Judge slams fraudster for 'deliberately' getting pregnant to avoid jail... then lets her walk free

Silhouette of pregnant woman

A judge today accused fraudster Imogen Glyne of 'deliberately' getting pregnant to avoid prison

A woman fraudster was accused by a judge today of 'deliberately' getting pregnant to avoid prison - and then allowed to walk free from court.

Imogen Glyne, 26, whose daughter is due in March, had worked as an accounts administrator for Transport for London for just six months when a gang of swindlers recruited her as an 'insider'.

London's Southwark Crown Court heard she supplied them with false letters seemingly from two of TfL's suppliers asking for their bank details to be changed.
That would have enabled cash to be diverted into accounts controlled by the gang.

An initial attempt, involving Frankham Consultancy Group, failed when the wrong sort code aroused suspicions.

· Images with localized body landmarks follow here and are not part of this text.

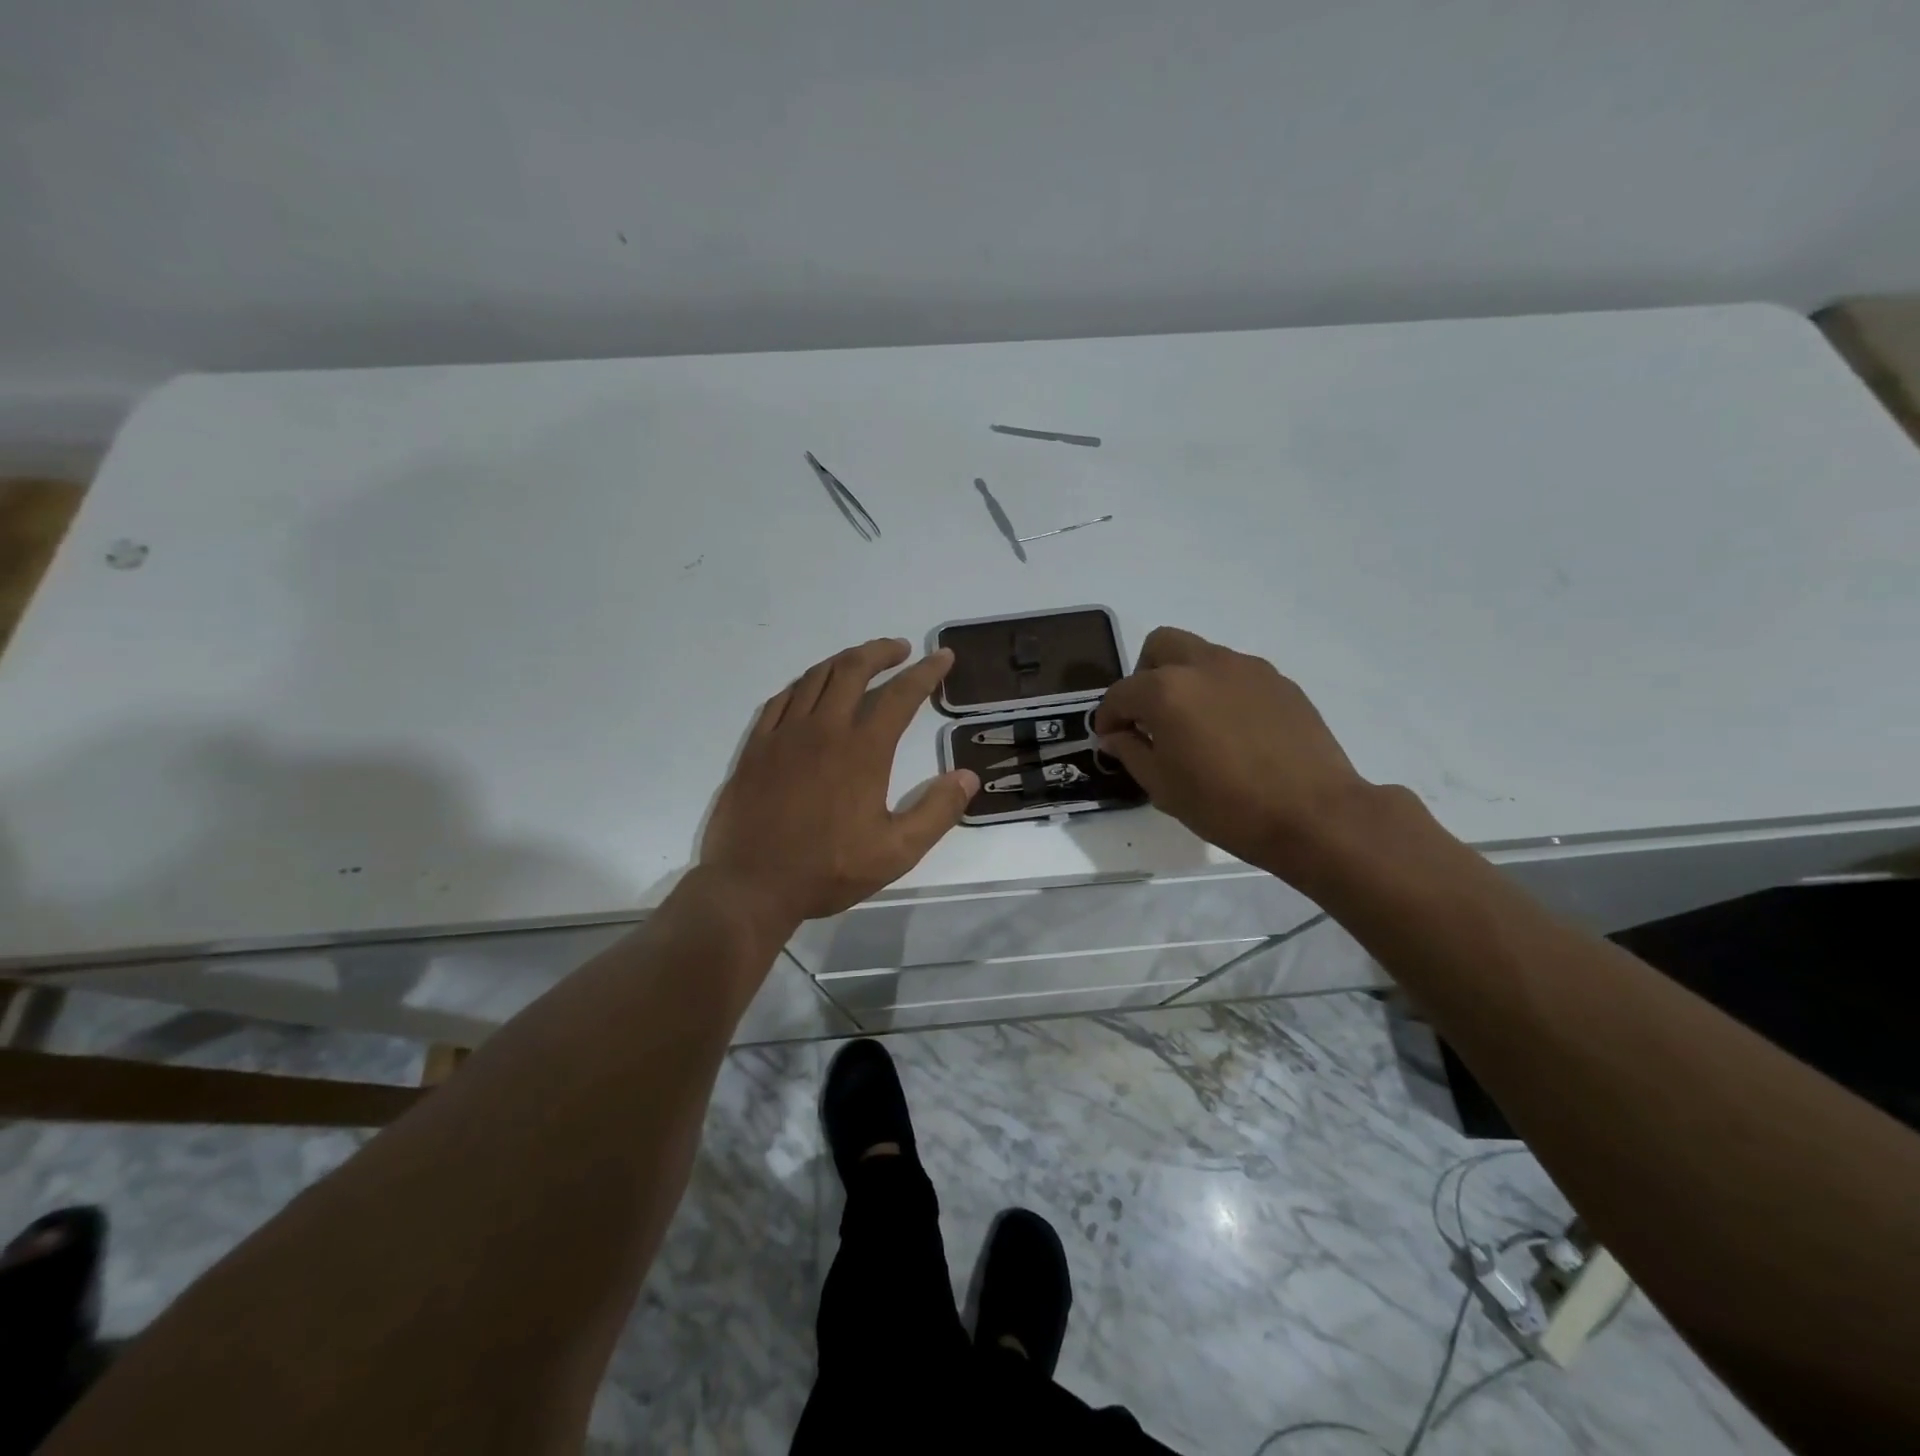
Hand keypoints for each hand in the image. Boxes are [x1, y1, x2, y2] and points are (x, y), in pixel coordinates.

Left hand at [701, 639, 979, 927]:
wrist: (751, 885)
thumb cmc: (828, 870)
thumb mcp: (896, 852)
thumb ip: (936, 812)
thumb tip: (967, 776)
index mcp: (862, 750)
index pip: (901, 694)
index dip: (927, 672)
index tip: (943, 657)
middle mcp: (823, 729)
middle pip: (854, 669)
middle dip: (882, 651)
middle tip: (901, 649)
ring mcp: (784, 734)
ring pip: (816, 677)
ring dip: (844, 661)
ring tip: (862, 661)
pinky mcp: (756, 746)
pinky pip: (782, 699)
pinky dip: (805, 684)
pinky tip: (811, 690)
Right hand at [1093, 627, 1378, 875]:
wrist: (1313, 814)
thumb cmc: (1225, 806)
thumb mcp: (1162, 787)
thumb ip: (1130, 751)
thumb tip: (1115, 735)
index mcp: (1166, 690)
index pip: (1121, 692)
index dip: (1108, 716)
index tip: (1109, 737)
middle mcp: (1204, 665)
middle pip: (1160, 646)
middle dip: (1144, 675)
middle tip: (1148, 715)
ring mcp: (1246, 668)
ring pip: (1201, 655)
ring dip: (1184, 680)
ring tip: (1194, 725)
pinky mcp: (1279, 681)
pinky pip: (1235, 674)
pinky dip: (1220, 691)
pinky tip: (1232, 731)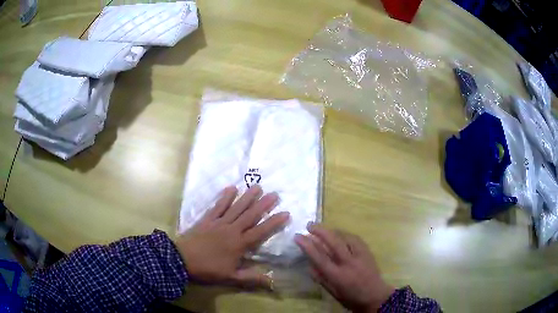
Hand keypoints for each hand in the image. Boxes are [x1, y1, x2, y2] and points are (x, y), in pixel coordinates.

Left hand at [176, 185, 289, 288]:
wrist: (182, 260)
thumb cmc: (207, 269)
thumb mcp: (231, 277)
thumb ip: (252, 278)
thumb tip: (273, 281)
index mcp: (239, 244)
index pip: (260, 231)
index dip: (274, 222)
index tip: (286, 213)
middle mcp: (231, 230)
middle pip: (250, 215)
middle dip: (263, 204)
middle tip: (275, 193)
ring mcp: (218, 222)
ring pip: (236, 208)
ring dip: (247, 197)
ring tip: (257, 186)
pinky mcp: (207, 219)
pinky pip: (218, 206)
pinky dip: (225, 197)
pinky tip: (231, 188)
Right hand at [295, 224, 393, 312]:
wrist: (375, 296)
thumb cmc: (351, 298)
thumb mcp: (333, 292)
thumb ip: (321, 278)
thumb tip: (309, 264)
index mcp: (338, 276)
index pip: (319, 257)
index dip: (307, 246)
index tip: (298, 236)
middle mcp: (349, 263)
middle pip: (334, 242)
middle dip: (320, 231)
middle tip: (309, 225)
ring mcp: (360, 255)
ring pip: (345, 237)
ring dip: (332, 231)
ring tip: (323, 229)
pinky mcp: (368, 252)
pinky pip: (355, 238)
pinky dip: (345, 234)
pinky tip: (340, 234)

But the next, targeting advertising giant M&C Saatchi, saw nearly £65,000 paid out.

However, Glyne's co-defendant Nicholas Simpson only managed to get away with just over £8,800.

When he tried to transfer the rest into three other accounts, bank staff suspected something was wrong, made inquiries and discovered the fraud.

The court heard Glyne, of Narrow Boat Close, Thamesmead, south-east London, was subsequently arrested and then pleaded guilty to using a false instrument the previous November.

At the same time she was ordered to stand trial on two counts of obtaining money transfers by deception. By the time she was found guilty, she was pregnant.

Recorder Jonathan Laidlaw, QC, told her she was guilty of a 'gross breach of trust' during a 'clever scheme which took advantage of the inside knowledge you had acquired'.

He continued: 'I make it clear I want to send you straight to prison. That is the correct thing for me to do and the sentence would be one of 12 months imprisonment.

'The difficulty I face is this. If I send you to prison for 12 months now your baby, due in March, 2008, will be born in Holloway prison.

'If I do that it will add to the burden of the prison services. Of course, they would cope, but it will make things difficult and resources to care for expectant mothers are not perhaps as extensive as they might ideally be.

'You became pregnant following your arrest and after the time you pleaded guilty. I do harbour the gravest of suspicions that was done deliberately with these proceedings in mind.

'But however much you deserve to go to prison I am not prepared to have a child to start his or her life in a prison in London.'

The recorder added he was therefore going to suspend the 12-month term for two years, impose a 24-month supervision order and order her to complete 150 hours of unpaid work.

Simpson, 23, of Alnwick Road, Canning Town, east London, who admitted both deception counts and one of attempting to transfer criminal property, was jailed for 12 months.